Search code examples
javascriptmysqltypescriptmysql2node-mysql

My SQL statement is not comparing unicode emojis properly?


fullEmoji is a property stored in discord.js ParsedEmoji object which should just be a literal emoji '😄'.

The ParsedEmoji is just an interface but I get that from calling parseEmoji() which is a private it's mainly for the discord custom emojis since if the ParsedEmoji.id is not valid I know it's either a unicode or not an emoji and then I just do a regex test with emoji-regex to see if it's a unicode emoji

const fullEmoji: string = parsedEmoji.id ? 
`<:${parsedEmoji.name}:${parsedEmoji.id}>` : parsedEmoji.name;

connPool.query<ResultSetHeader>(`
    DELETE FROM emoji_role_links WHERE messages_reactable_id = ${reactableMsg.id}
    AND emoji = '${fullEmoji}';
`)

When I run this query it ends up deleting all emoji-link rows and I'm assuming it's because the AND emoji = '${fullEmoji}' is not properly working.

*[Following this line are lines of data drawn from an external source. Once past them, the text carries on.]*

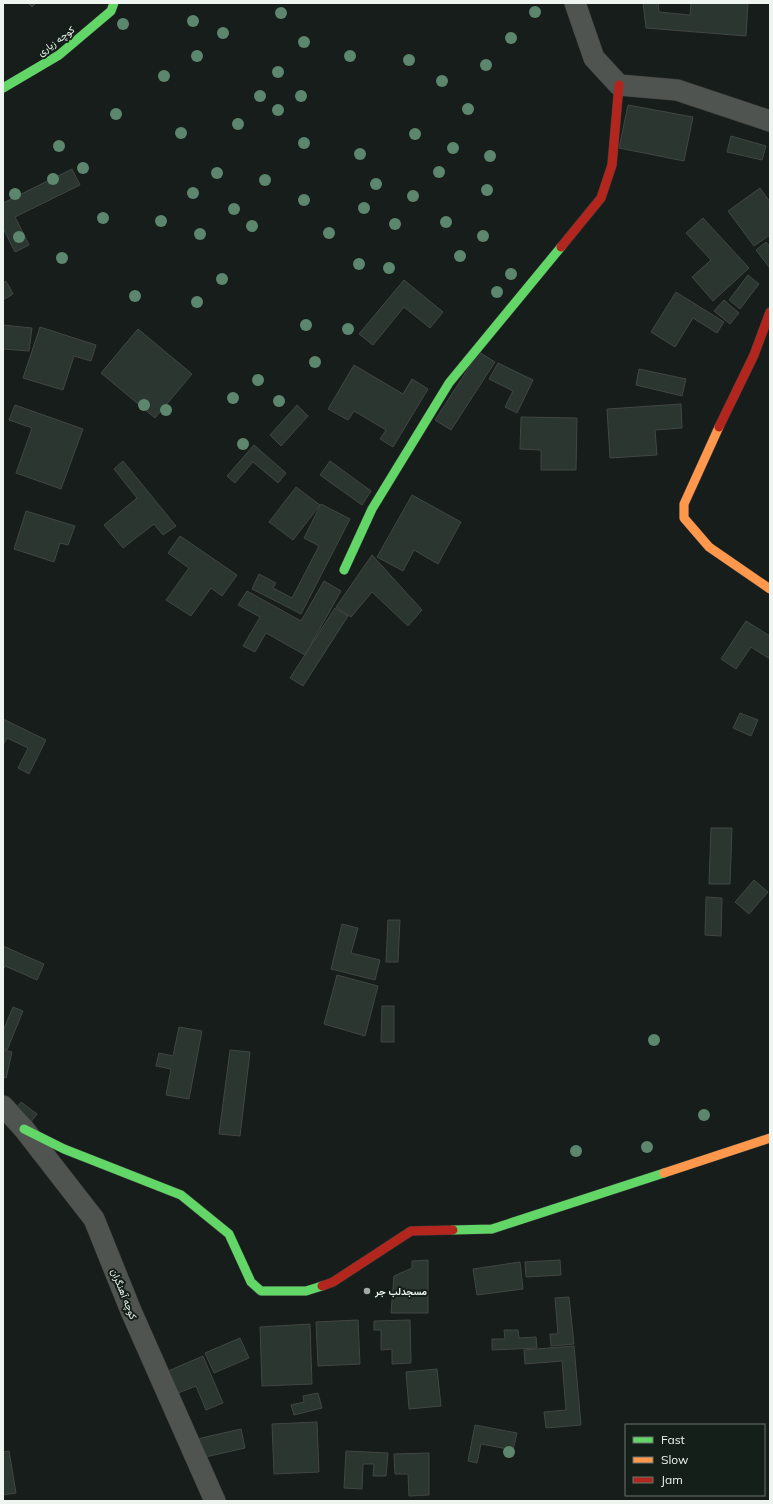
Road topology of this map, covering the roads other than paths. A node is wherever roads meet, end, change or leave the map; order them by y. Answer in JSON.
{"nodes":[{"id":1,"x":114,"y":3,"type":"edge"},
{"id":2,"x":575,"y":3,"type":"edge"},
{"id":3,"x":619,"y":85,"type":"junction"},
{"id":4,"x":3,"y":88,"type":"edge"},
{"id":5,"x":770,"y":121,"type":"edge"},
{"id":6,"x":770,"y":312,"type":"edge"},
{"id":7,"x":344,"y":570,"type":"dead end"},
{"id":8,"x":770,"y":589,"type":"edge"},
{"id":9,"x":3,"y":1106,"type":"edge"},
{"id":10,"x":24,"y":1130,"type":"junction"},
{"id":11,"x":770,"y":1138,"type":"edge"},
{"id":12,"x":215,"y":1501,"type":"edge"}],
"edges":[{"from":1,"to":4,"type":"street","name":"کوچه زیاری"},
{"from":2,"to":3,"type":"street"},
{"from":3,"to":5,"type":"street"},
{"from":3,"to":7,"type":"street"},
{"from":6,"to":8,"type":"street"},
{"from":9,"to":10,"type":"street","name":"کوچه آهنگران"},
{"from":10,"to":11,"type":"street"},
{"from":10,"to":12,"type":"street","name":"کوچه آهنگران"}]}
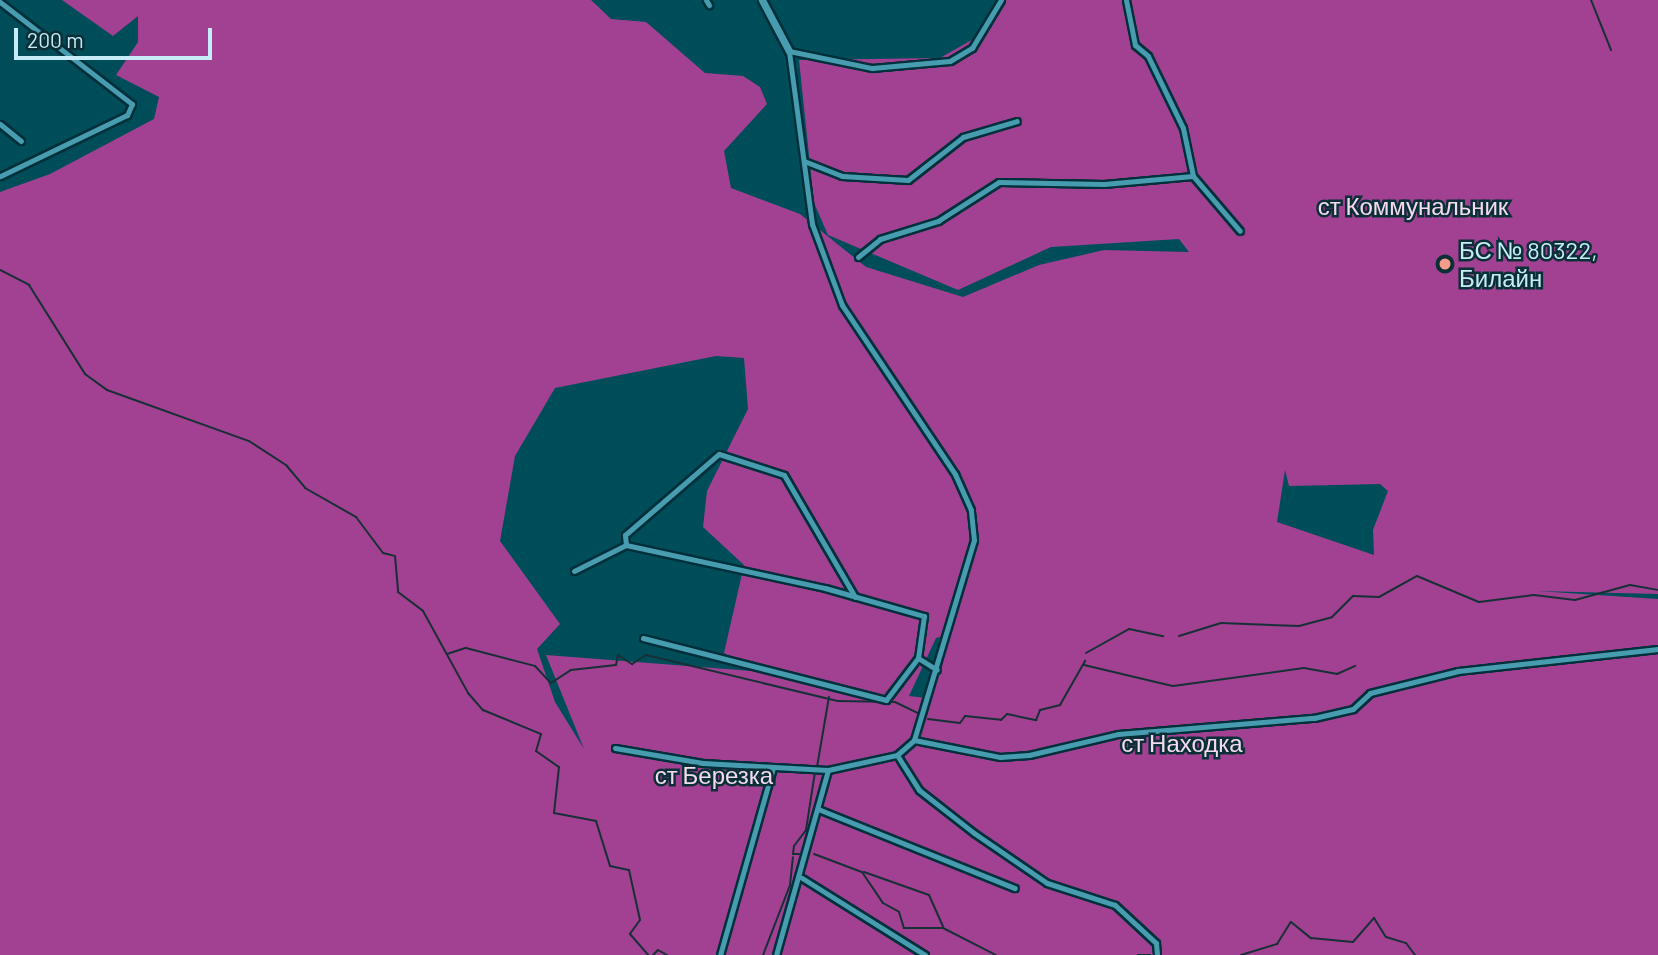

The charset I am using is utf8mb4 and collation utf8mb4_0900_ai_ci

Listing the Rows below:


id, emoji, role_id, messages_reactable_id

'3', '😄', '1083419092192600086', '2'

'4', '🧉', '1099145715982278696', '2'


SHOW CREATE TABLE:

Table, Create Table

CREATE TABLE emoji_role_links (
 id int unsigned NOT NULL AUTO_INCREMENT,
 emoji varchar(64) CHARACTER SET utf8mb4 COLLATE utf8mb4_unicode_ci DEFAULT NULL,
 role_id varchar(22) COLLATE utf8mb4_unicode_ci NOT NULL,
 messages_reactable_id int unsigned DEFAULT NULL,
 PRIMARY KEY (id),
 UNIQUE KEY role_id_UNIQUE (role_id),
 KEY fk_messages_reactable_id_idx (messages_reactable_id),
 CONSTRAINT fk_messages_reactable_id FOREIGN KEY (messages_reactable_id) REFERENCES messages_reactable (id)
) ENGINE=InnoDB AUTO_INCREMENT=5 DEFAULT CHARSET=utf8mb4 COLLATE=utf8mb4_unicode_ci

So this is showing the collation to be utf8mb4_unicode_ci

I don't know what more to try I have tried a little researching and couldn't find much directly related to this I don't know what exact problem I have here since this is all in the query itself

one thing I would try if there is no way to get this to work is to escape the emoji's and unescaped them again later but I would have to rewrite a lot of code so I'm saving that as a last resort


Solution

  • SHOW VARIABLES LIKE 'coll%'; to see if the connection the test will be performed with. Note that the column is using utf8mb4_unicode_ci.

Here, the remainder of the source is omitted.